# [What the exercise asks]
Every record below should be printed exactly, except for the pictures.

# [Data for the task]

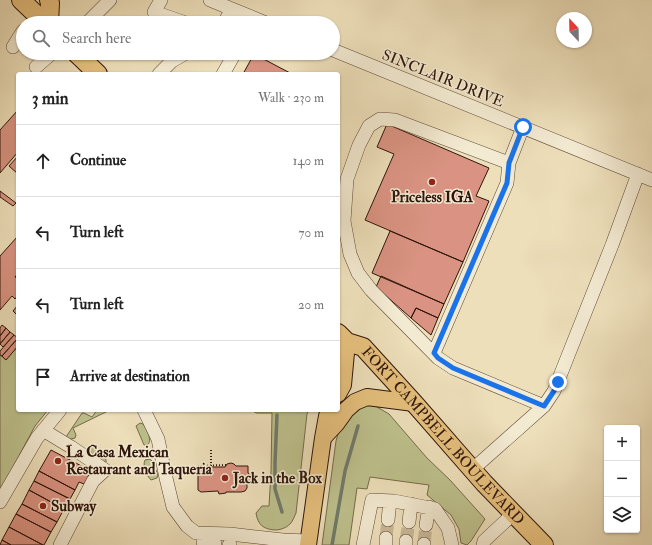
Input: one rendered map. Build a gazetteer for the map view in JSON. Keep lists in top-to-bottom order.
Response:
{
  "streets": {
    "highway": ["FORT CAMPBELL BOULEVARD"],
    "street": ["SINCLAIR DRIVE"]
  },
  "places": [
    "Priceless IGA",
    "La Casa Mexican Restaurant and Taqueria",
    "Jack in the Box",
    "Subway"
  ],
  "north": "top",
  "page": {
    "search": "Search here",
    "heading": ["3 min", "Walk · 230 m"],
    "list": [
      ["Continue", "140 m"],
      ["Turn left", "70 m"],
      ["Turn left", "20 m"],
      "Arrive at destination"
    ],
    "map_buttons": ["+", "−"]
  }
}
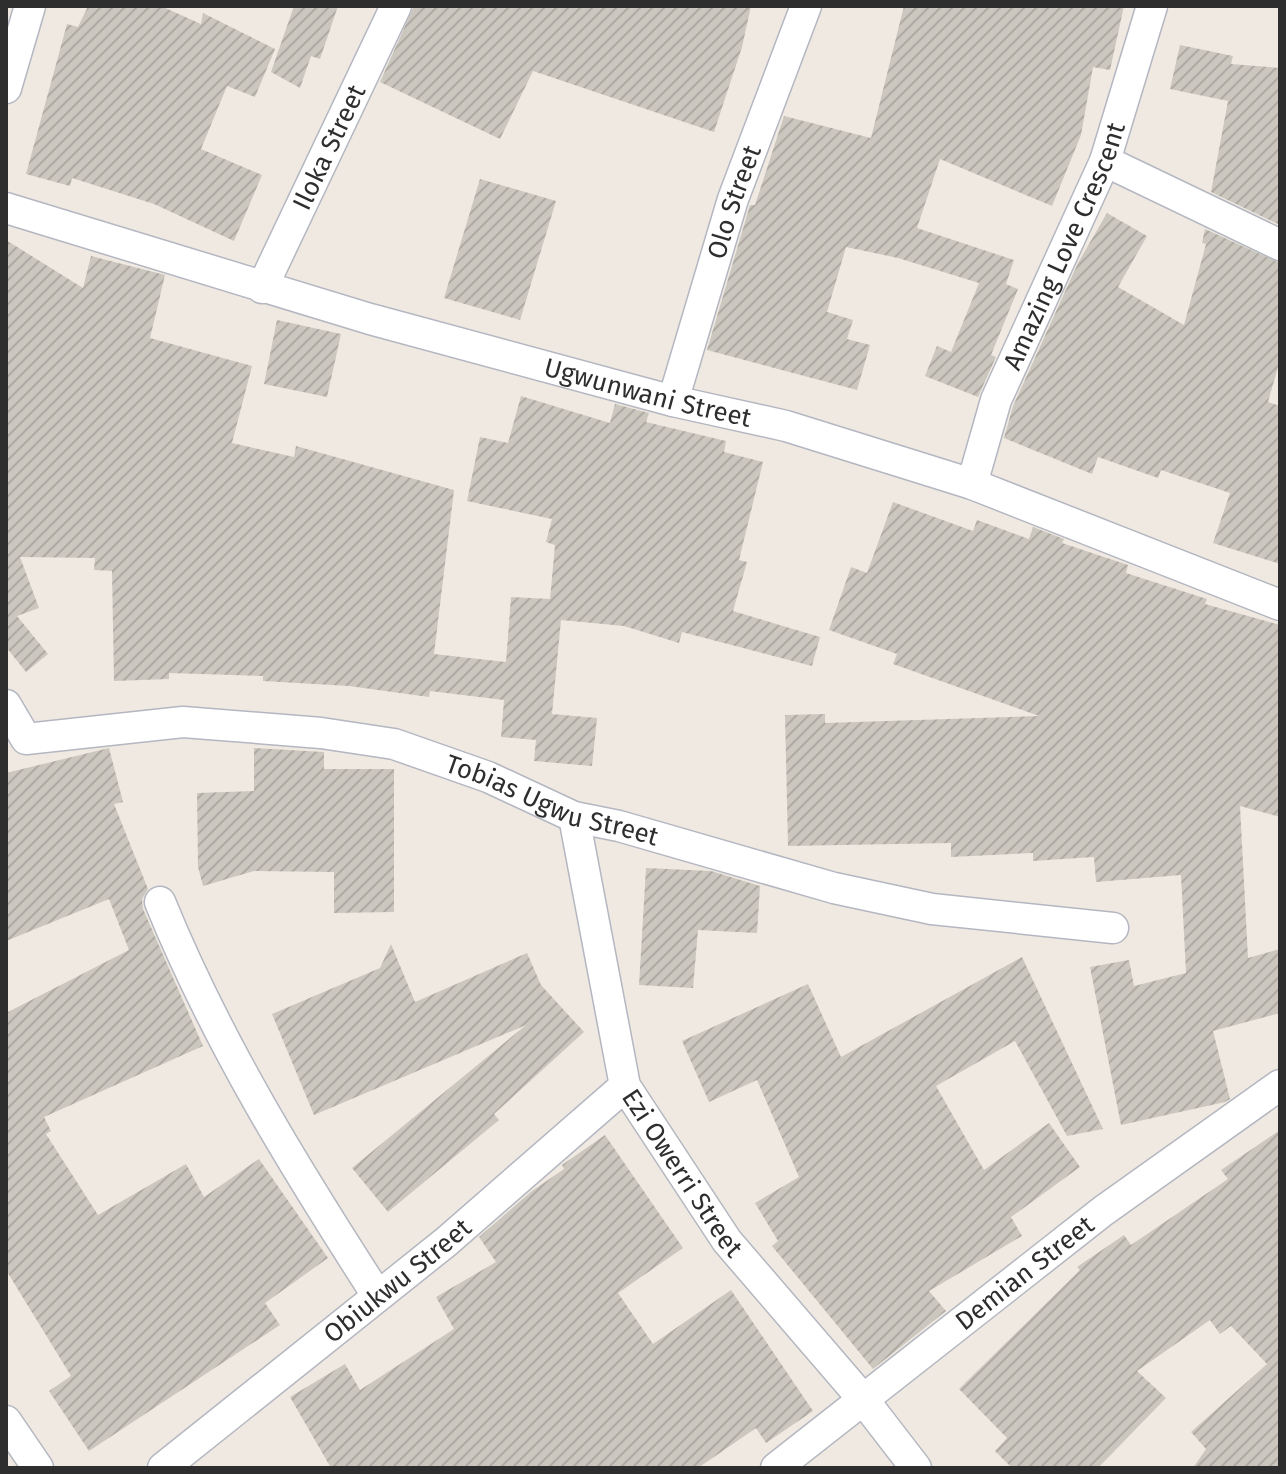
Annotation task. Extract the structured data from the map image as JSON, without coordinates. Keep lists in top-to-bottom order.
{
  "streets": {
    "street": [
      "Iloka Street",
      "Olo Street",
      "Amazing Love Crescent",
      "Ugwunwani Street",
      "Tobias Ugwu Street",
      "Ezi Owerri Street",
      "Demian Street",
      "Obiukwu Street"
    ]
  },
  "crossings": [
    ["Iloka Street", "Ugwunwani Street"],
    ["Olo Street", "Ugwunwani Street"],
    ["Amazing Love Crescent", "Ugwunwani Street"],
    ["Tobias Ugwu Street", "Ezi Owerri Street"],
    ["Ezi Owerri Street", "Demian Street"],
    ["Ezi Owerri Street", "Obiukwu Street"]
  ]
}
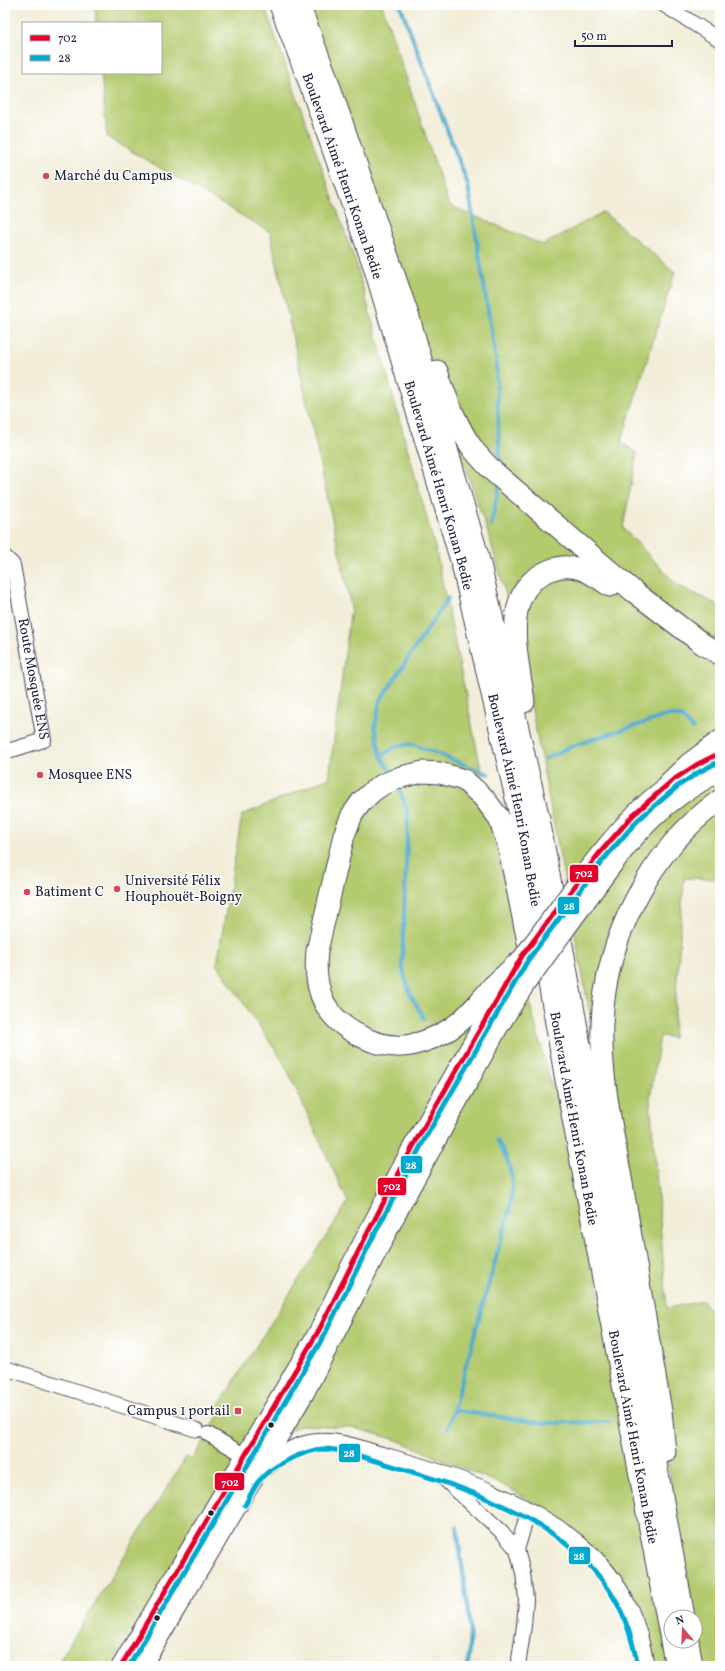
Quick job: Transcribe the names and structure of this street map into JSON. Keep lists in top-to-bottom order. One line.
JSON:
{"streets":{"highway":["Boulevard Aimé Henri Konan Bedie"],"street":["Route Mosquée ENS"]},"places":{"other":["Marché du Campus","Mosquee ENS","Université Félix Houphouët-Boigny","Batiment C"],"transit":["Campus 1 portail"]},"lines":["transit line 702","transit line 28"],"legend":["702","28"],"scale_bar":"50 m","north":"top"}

# [Response to the exercise]
Input: one rendered map. Build a gazetteer for the map view in JSON. Keep lists in top-to-bottom order.
Response:
{
  "streets": {
    "highway": ["FORT CAMPBELL BOULEVARD"],
    "street": ["SINCLAIR DRIVE"]
  },
  "places": [
    "Priceless IGA",
    "La Casa Mexican Restaurant and Taqueria",
    "Jack in the Box",
    "Subway"
  ],
  "north": "top",
  "page": {
    "search": "Search here",
    "heading": ["3 min", "Walk · 230 m"],
    "list": [
      ["Continue", "140 m"],
      ["Turn left", "70 m"],
      ["Turn left", "20 m"],
      "Arrive at destination"
    ],
    "map_buttons": ["+", "−"]
  }
}
Annotation task. Extract the structured data from the map image as JSON, without coordinates. Keep lists in top-to-bottom order.
{
  "streets": {
    "street": [
      "Iloka Street",
      "Olo Street",
      "Amazing Love Crescent",
      "Ugwunwani Street",
      "Tobias Ugwu Street",
      "Ezi Owerri Street",
      "Demian Street",
      "Obiukwu Street"
    ]
  },
  "crossings": [
    ["Iloka Street", "Ugwunwani Street"],
    ["Olo Street", "Ugwunwani Street"],
    ["Amazing Love Crescent", "Ugwunwani Street"],
    ["Tobias Ugwu Street", "Ezi Owerri Street"],
    ["Ezi Owerri Street", "Demian Street"],
    ["Ezi Owerri Street", "Obiukwu Street"]
  ]
}
Quick job: Transcribe the names and structure of this street map into JSON. Keep lists in top-to-bottom order. One line.
JSON:
{"streets":{"highway":["Boulevard Aimé Henri Konan Bedie"],"street":["Route Mosquée ENS"]},"places":{"other":["Marché du Campus","Mosquee ENS","Université Félix Houphouët-Boigny","Batiment C"],"transit":["Campus 1 portail"]},"lines":["transit line 702","transit line 28"],"legend":["702","28"],"scale_bar":"50 m","north":"top"}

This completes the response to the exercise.